- Japanese theatrical release poster
- Directed by: Armando Bó
- Written by: Armando Bó
- Produced by: Armando Bó
- Starring: Isabel Sarli; Armando Bó;
- Cinematography: Américo Hoss
- Edited by: Rosalino Caterbeti
- Music by: Jorge Leone; Carlos Alonso;
- Distributed by: Sociedad Independiente Filmadora Argentina [es]
- Release dates: 24 June 1971 (USA); 22 June 1972 (Argentina);
- Running time: 90 minutes
- Country: Argentina
- Language: Spanish

= Fiebre (film) =

1971 film by Armando Bó

Fiebre, also known as Fever, is a 1971 Argentine sexploitation film directed, produced and written by Armando Bó and starring Isabel Sarli.
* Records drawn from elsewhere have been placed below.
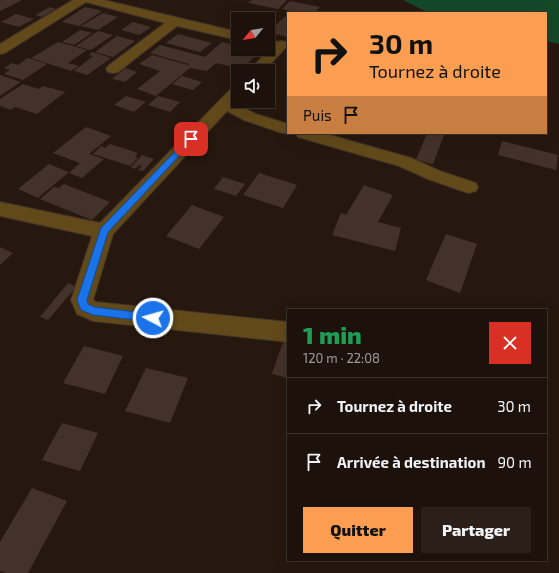 <!DOCTYPE html>
<html lang="fr">
<head>
<meta charset="utf-8">
<style>
  :root { --surface:#1d120b; --page:#2a2019; --text:#f1f3f6; --muted:#a09e9d; --line:#3b322c; --accent:#fb9e51 }
  body { margin:0; font-family:"Exo 2",sans-serif; background:var(--page); color:var(--text); height:100vh; display:flex; flex-direction:column; font-size:15px; white-space:nowrap }
  * { box-sizing:border-box; margin:0 }
  p { font-size:13px; color:var(--muted) }
  .icon { flex:none; width:22px; height:22px; fill:none; stroke:currentColor; stroke-width:2; stroke-linecap:round; stroke-linejoin:round }
  .map { position:relative; flex:1; overflow:hidden }
  .drawer { position:absolute; left:287px; top:309px; width:260px; height:252px; display:flex; flex-direction:column; background:var(--surface); border-radius:0px; box-shadow:0 4px 16px #0002,0 0 0 1px var(--line) }
  .drawer>* { flex:none }
  .banner { position:absolute; left:287px; top:12px; width:260px; height:122px; border-radius:0px; box-shadow:0 4px 16px #0002,0 0 0 1px var(--line); background:#fb9e51; color:#111; overflow:hidden }
  .needle { width:26px; rotate:240deg }
  .fabs { position:absolute; left:231px; top:12px; display:grid; gap:8px }
  .fabs a { display:grid; place-items:center; width:44px; height:44px; border-radius:0px; background:var(--surface); box-shadow:0 4px 16px #0002,0 0 0 1px var(--line); font-size:20px }
  .pin { position:absolute; display:grid; place-items:center; width:34px; height:34px; color:#fff; margin:-17px; border-radius:8px; box-shadow:0 2px 6px #0006 }
  .me { position:absolute; width:44px; margin:-22px; rotate:276deg; stroke-linejoin:round; filter:drop-shadow(0 0 3px #0008) }
  .turn { display:flex; align-items:center; gap:14px; height:84px; padding:0 16px; font-size:18px }
  .turn .icon { width:52px; height:52px; stroke-width:2.5 }
  .turn b { display:block; font-size:28px; line-height:34px }
  .then { display:flex; align-items:center; height:38px; padding:0 16px; background:#0003; gap:8px; font-size:15px }
  .round { display:grid; place-items:center; flex:none; width:42px; height:42px; border-radius:0px; background:var(--page) }
  .overview { display:flex; align-items:center; justify-content:space-between; height:68px; padding:0 16px }
  h1 { font-size:24px; font-weight:800; line-height:30px; color:#1e9e55 }
  .button { display:flex; gap:8px; margin-top:auto; padding:8px 16px }
  .button a { flex:1; height:46px; border-radius:0px; background:var(--accent); color:#111; font-size:16px; font-weight:800; line-height:46px; text-align:center }
  .button a+a { background:var(--page); color:var(--text) }
  ul { padding:0; list-style:none }
  li { display:flex; align-items:center; gap:12px; height:56px; padding:0 16px; border-top:1px solid var(--line) }
  li div { flex:1 }
  li b { display:block; font-size:15px }
  li em { font-style:normal }
  .map>svg:first-child { display:block }
  .green { fill:#144928 }
  .building { fill:#433229 }
  .lines { fill:none; stroke-linecap:round; stroke-linejoin:round }
  .minor-casing { stroke:#41322a; stroke-width:2 }
  .minor { fill:#62491a; fill-rule:evenodd }
  .route { fill:#1a73e8; stroke:#114b97 }
</style>
</head>
<body>
<div class="map">
<svg width="559" height="573" viewBox="0 0 559 573">
  <rect width="100%" height="100%" fill="#27180f"/>
  <path class="green" d="M 403,0 L 559,0 L 559,44 L 546,41 L 546,13 L 434,13 L 425,11 Z"/>
  <g class="building">
    <path d="M 0,0 L 22,0 L 0,11 Z"/>
    <path d="M 252,0 L 287,0 L 278,9 L 248,3 Z"/>
    <path d="M 290,1 L 320,7 L 314,13 L 289,13 L 292,11 L 282,9 Z"/>
    <path d="M 50,7 L 56,9 L 42,17 L 35,15 Z"/>
    <path d="M 85,7 L 102,11 L 79,26 L 62,22 Z"/>
    <path d="M 103,13 L 118,17 L 98,30 L 81,26 Z"/>
    <path d="M 16,14 L 34,19 L 19,27 L 1,22 Z"/>
    <path d="M 288,14 L 287,37 L 268,32 Z"/>
    <path d="M 133,22 L 151,27 L 139,35 L 121,30 Z"/>
    <path d="M 80,30 L 92,33 L 74,45 L 62,42 Z"/>
    <path d="M 98,31 L 113,35 L 91,50 L 76,46 Z"/>
    <path d="M 178,34 L 212,43 L 200,52 L 166,43 Z"/>
    <path d="M 117,36 L 135,41 L 113,57 L 95,52 Z"/>
    <path d="M 58,42 L 87,50 L 68,63 L 79,66 L 71,71 L 31,58 Z"/>
    <path d="M 222,42 L 238,46 L 238,49 L 260,51 L 242,69 L 216,63 L 207,71 L 190,68 L 156,96 L 137,89 L 160,71 L 139,64 L 152,55 L 188,65 L 189,64 L 150,53 L 160,45 L 205,57 Z"/>
    <path d="M 92,52 L 111,58 L 87,75 L 74,71 L 93,56 L 89,55 Z"/>
    <path d="M 28,58 L 47,64 L 23,80 L 4,74 L 10,70 L 4,68 L 12,63 L 18,65 Z"/>
    <path d="M 125,68 L 137,72 L 125,82 L 112,79 Z"/>
    <path d="M 0,75 L 21,82 L 0,96 Z"/>
    <path d="M 182,76 L 202,82 L 193,90 L 172,84 Z"/>
    <path d="M 23,84 L 39,89 L 43,86 L 65,92 L 37,114 L 15,107 L 11,110 L 0,106 L 0,99 Z"/>
    <path d="M 126,96 L 146,102 L 134,112 L 114,105 Z"/>
    <path d="M 158,96 L 180,102 L 170,112 L 148,105 Z"/>
    <path d="M 86,127 L 111,136 L 89,154 L 104,159 L 82,178 L 69,173 L 80,163 L 53,153 Z"/>
    <path d="M 427,133 L 445,133 L 433,164 L 416,160 Z"/>
    <path d="M 502,141 L 558,155 L 556,170 L 498,155 Z"/>
    <path d="M 110,144 L 138,153 L 135,157 L 138,158 L 130,166 L 93,154 L 101,146 L 105,148 Z"/>
    <path d="M 142,155 L 154,159 L 143,171 L 138,170 L 142,166 L 139,165 L 135,169 L 131,167 Z"/>
    <path d="M 49,164 L 69,172 L 38,198 L 18,189 Z"/>
    <path d="M 259,173 L 297,185 L 283,208 L 243,195 Z"/>
    <path d="M 223,177 L 245,184 L 236,196 L 214,189 Z"/>
    <path d="M 64,184 L 110,202 L 92,220 L 40,199 L 54,187 L 59,188 Z"/>
    <path d="M 364,185 L 393,195 L 378,222 L 401,228 L 395,251 L 332,235 L 341,213 L 346,215 Z"/>
    <path d="M 192,205 L 224,217 L 199,249 L 166,236 Z"/>
    <path d="M 446,234 L 477,244 L 460,293 L 426,280 Z"/>
    <path d="M 0,247 L 13,253 L 0,265 Z"/>
    <path d="M 68,283 L 76,287 L 48,320 L 40,317 Z"/>
    <path d="M 284,339 L 288,339 L 288,378 L 272,374 Z"/>
    <path d="M 84,346 L 123,356 L 105,394 L 63,383 Z"/>
    <path d="M 146,368 L 188,378 L 170,423 L 125,411 Z"/>
    <path d="M 62,423 L 98,433 L 80,471 L 42,460 Z"/>
    <path d="M 32,488 L 67,501 L 28,573 L 6,573 L 0,571 L 0,542 Z"/>
  </g>
  <g class="lines">
    <g class="minor-casing">
      <g id="minor">
        <path d="M 73,0 L 104,0 L 238,32 L 238,40 L 177,26 L 118,72 L 113,73 L 108,72 L 106,69 L 108,66 L 165,23 L 86,2 L 5,53 L 0,54 L 0,44 Z"/>
        <path d="M 281,41 L 286,42 L 288,45 L 264,71 L 249,71 L 276,42 Z"/>
        <path d="M 238,85 L 238,99 L 234,103 L 256,114 L 288,124 L 288,133 L 292,133 L 282,133 L 244,120 L 227,111 L 113,234 L 93,300 L 96,302 L 288,322 L 288,342 L 93,321 L 77,314 L 71,300 L 92,236 L 0,216 L 0,202 L 100,223 L 219,101 L 233,87 Z"/>
        <path d="M 296,133 L 323,133 L 411,158 L 440,171 L 476,183 L 478,187 L 476,191 L 469,193 L 462,191 L 428,179 L 399,166 L 298,137 Z"/>
      </g>
    </g>
    <use href="#minor" class="minor"/>
  </g>
  <path class="route" d="M 189,137 L 194,137 L 195,139 L 108,232 L 87,300 L 88,304 L 94,307 L 153,314 L 156,315 L 158,318 L 156,320 L 153,322 L 93,315 L 81,310 L 77,300 L 101,228 Z"/>
</svg>
<div class="fabs">
<a><svg class="needle" viewBox="-14 -14 28 28"><path d="M0-13l5 13h-10z" fill="#e53935"/><path d="M0 13l5-13h-10z" fill="#a09e9d"/></svg></a>
<a><svg class="icon" aria-label="sound" viewBox="0 0 24 24"><path d="M4 9h4l5-4v14l-5-4H4zM17 9q2 3 0 6"/></svg></a>
</div>
<div class="pin" style="left:191px;top:139px;background:#d93025"><svg class="icon" aria-label="arrive" viewBox="0 0 24 24"><path d="M6 21V4h12l-3 4 3 4H6"/></svg></div>
<svg class="me" style="left:153px;top:318px" viewBox="-20 -20 40 40"><circle r="17" fill="#1a73e8" stroke="#fff" stroke-width="3"/><path d="M0-11L8 9 0 5-8 9z" fill="#fff"/></svg>
<div class="banner">
<div class="turn"><svg class="icon" aria-label="right" viewBox="0 0 24 24"><path d="M7 20v-9h11M14 6l5 5-5 5"/></svg><div><b>30 m</b>Tournez à droite</div></div>
<div class="then">Puis<svg class="icon" aria-label="arrive" viewBox="0 0 24 24"><path d="M6 21V4h12l-3 4 3 4H6"/></svg></div>
</div>
<section class="drawer">
<div class="overview"><div><h1>1 min</h1><p>120 m · 22:08</p></div><a class="round" style="background:#d93025;color:#fff"><svg class="icon" aria-label="close" viewBox="0 0 24 24"><path d="M6 6l12 12M18 6L6 18"/></svg></a></div>
<ul>
<li><svg class="icon" aria-label="right" viewBox="0 0 24 24"><path d="M7 20v-9h11M14 6l5 5-5 5"/></svg><div><b>Tournez à droite</b></div><em>30 m</em></li>
<li><svg class="icon" aria-label="arrive" viewBox="0 0 24 24"><path d="M6 21V4h12l-3 4 3 4H6"/></svg><div><b>Arrivée à destination</b></div><em>90 m</em></li>
</ul>
<div class="button"><a>Quitter</a><a>Partager</a></div>
</section>
</div>
</body>
</html>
It was released on 22 June 1972 in Argentina.
Fiebre is the name of the horse in the film.

==Plot==
The two passions of a woman: horses and the man who caused her husband's suicide.

==Cast==
- Isabel Sarli
- Armando Bó as Juan
- Horacio Priani as Fernando
- Mario Casado as Marco
- Álex Castillo
- Santiago Gómez Cou
- Adelco Lanza
- Claude Marting
- Juan José Míguez
- Pablo Moret
- Miguel Paparelli

==Reception==
Eduardo Saglul in La Opinión said: "Equal distance from absurdism and realism, some feverish moments create a certain unreal climate". Manrupe and Portela write:
"Quite a horse classic, listed that year in Variety as one of the 50 highest-grossing films in the world. It includes unmissable dream sequences."